Task description: Could you return every line of the records below that contains the word "Crockett"?

Record set:
........
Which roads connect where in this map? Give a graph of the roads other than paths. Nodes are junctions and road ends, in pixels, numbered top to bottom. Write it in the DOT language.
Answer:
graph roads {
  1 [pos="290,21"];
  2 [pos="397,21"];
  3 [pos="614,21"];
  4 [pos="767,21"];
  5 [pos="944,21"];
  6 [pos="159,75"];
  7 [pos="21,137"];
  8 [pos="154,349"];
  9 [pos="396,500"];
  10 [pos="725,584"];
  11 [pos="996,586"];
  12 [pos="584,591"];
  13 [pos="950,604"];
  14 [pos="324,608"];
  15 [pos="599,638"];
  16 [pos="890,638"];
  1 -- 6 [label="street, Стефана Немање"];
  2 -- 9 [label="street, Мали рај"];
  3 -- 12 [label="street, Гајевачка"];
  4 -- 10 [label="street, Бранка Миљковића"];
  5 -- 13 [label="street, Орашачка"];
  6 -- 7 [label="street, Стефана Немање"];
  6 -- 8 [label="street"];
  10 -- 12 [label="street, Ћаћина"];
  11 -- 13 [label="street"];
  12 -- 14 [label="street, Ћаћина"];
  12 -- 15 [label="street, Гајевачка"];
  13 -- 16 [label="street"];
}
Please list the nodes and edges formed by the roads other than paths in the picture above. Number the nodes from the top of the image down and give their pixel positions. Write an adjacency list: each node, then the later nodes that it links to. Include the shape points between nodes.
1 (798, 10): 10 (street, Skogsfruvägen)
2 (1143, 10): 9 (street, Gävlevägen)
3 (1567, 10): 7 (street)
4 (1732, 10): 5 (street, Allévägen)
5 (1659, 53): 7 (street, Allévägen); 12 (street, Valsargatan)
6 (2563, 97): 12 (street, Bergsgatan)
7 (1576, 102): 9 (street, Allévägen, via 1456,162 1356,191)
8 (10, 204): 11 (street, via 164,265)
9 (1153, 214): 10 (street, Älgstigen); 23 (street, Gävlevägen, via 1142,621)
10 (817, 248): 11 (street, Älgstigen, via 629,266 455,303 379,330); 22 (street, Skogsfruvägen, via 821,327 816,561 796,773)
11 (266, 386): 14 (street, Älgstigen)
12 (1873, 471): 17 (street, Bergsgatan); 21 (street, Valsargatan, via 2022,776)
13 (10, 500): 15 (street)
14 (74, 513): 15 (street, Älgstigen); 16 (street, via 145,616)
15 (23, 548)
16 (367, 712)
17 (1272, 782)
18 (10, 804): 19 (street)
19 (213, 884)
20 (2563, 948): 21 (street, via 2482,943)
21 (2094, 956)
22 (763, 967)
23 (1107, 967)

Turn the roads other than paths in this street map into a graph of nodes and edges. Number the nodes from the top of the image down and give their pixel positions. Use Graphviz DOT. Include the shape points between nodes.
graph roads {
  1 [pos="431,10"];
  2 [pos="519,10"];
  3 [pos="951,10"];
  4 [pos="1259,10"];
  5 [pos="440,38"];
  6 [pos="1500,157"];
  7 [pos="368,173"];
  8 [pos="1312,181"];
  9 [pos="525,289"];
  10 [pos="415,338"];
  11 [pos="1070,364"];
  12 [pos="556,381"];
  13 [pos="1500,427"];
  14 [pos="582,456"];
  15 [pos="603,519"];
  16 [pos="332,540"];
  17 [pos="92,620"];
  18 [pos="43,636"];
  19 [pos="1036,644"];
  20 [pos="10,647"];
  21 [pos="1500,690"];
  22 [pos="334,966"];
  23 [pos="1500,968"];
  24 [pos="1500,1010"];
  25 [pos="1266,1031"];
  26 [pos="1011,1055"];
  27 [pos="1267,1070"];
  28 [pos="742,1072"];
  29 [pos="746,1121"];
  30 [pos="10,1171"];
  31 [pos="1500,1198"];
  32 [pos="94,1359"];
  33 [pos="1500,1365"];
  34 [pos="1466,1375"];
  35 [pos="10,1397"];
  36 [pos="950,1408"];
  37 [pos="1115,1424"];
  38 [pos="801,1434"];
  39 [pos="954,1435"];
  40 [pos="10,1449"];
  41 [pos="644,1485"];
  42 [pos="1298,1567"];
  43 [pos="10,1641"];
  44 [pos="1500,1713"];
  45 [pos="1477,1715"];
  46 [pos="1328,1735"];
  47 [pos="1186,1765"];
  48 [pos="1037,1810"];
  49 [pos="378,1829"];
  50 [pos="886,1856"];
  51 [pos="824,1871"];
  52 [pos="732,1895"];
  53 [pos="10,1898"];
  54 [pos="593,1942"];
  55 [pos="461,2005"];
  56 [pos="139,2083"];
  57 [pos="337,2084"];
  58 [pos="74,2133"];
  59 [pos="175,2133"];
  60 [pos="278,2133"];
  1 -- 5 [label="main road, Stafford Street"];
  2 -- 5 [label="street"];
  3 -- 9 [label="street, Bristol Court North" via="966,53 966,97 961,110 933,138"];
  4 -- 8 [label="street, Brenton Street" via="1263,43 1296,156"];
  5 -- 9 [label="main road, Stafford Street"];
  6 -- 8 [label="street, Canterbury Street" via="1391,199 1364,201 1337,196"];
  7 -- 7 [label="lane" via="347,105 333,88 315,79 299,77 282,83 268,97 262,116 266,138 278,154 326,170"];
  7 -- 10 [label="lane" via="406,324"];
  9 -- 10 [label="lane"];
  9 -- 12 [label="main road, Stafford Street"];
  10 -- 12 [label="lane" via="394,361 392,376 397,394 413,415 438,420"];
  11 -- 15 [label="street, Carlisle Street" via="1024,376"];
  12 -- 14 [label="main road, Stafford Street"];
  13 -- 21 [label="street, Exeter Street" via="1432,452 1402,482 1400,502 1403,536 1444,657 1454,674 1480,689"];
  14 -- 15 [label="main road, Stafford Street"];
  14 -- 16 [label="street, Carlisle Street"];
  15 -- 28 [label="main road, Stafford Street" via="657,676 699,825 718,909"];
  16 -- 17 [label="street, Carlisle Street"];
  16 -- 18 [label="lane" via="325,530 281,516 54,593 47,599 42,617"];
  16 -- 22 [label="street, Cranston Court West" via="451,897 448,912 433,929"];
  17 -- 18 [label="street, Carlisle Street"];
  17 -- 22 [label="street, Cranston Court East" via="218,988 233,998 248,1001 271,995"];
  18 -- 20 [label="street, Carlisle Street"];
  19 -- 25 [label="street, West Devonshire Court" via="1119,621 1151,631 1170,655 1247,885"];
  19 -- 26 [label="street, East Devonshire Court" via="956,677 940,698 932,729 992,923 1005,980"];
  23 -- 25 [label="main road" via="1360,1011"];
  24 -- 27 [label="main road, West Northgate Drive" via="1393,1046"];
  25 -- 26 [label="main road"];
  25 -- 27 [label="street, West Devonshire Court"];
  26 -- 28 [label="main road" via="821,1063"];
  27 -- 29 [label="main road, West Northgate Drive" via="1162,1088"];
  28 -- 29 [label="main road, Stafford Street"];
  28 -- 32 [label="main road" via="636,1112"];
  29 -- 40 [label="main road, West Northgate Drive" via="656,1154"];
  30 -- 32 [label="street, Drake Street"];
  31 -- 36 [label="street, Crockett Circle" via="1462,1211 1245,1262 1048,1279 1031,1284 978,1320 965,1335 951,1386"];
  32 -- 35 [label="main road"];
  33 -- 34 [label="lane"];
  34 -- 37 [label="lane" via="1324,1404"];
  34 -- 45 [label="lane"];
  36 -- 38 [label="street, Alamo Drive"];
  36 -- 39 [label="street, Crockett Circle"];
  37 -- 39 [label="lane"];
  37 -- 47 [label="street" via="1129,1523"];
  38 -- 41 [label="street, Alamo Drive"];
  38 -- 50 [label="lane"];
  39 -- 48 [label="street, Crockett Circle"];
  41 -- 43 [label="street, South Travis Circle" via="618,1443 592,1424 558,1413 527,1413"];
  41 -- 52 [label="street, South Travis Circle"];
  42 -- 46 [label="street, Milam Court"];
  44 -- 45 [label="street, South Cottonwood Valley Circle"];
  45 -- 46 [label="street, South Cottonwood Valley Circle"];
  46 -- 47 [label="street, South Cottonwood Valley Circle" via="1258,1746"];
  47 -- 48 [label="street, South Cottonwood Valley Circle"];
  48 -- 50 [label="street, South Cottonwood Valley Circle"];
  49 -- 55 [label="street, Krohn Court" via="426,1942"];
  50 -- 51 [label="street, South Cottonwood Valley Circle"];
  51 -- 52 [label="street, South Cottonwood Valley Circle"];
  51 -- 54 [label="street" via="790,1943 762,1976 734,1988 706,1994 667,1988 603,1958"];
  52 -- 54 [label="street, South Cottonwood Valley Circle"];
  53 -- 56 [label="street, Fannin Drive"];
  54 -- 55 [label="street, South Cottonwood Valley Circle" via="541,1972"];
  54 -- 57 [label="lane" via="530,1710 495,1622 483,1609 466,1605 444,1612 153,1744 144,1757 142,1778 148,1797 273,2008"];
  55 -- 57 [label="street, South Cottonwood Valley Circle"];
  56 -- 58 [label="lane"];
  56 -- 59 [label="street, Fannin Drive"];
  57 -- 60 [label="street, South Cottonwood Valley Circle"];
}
........
Answer space:
  31 -- 36 [label="street, Crockett Circle" via="1462,1211 1245,1262 1048,1279 1031,1284 978,1320 965,1335 951,1386"];
  36 -- 39 [label="street, Crockett Circle"];
  39 -- 48 [label="street, Crockett Circle"];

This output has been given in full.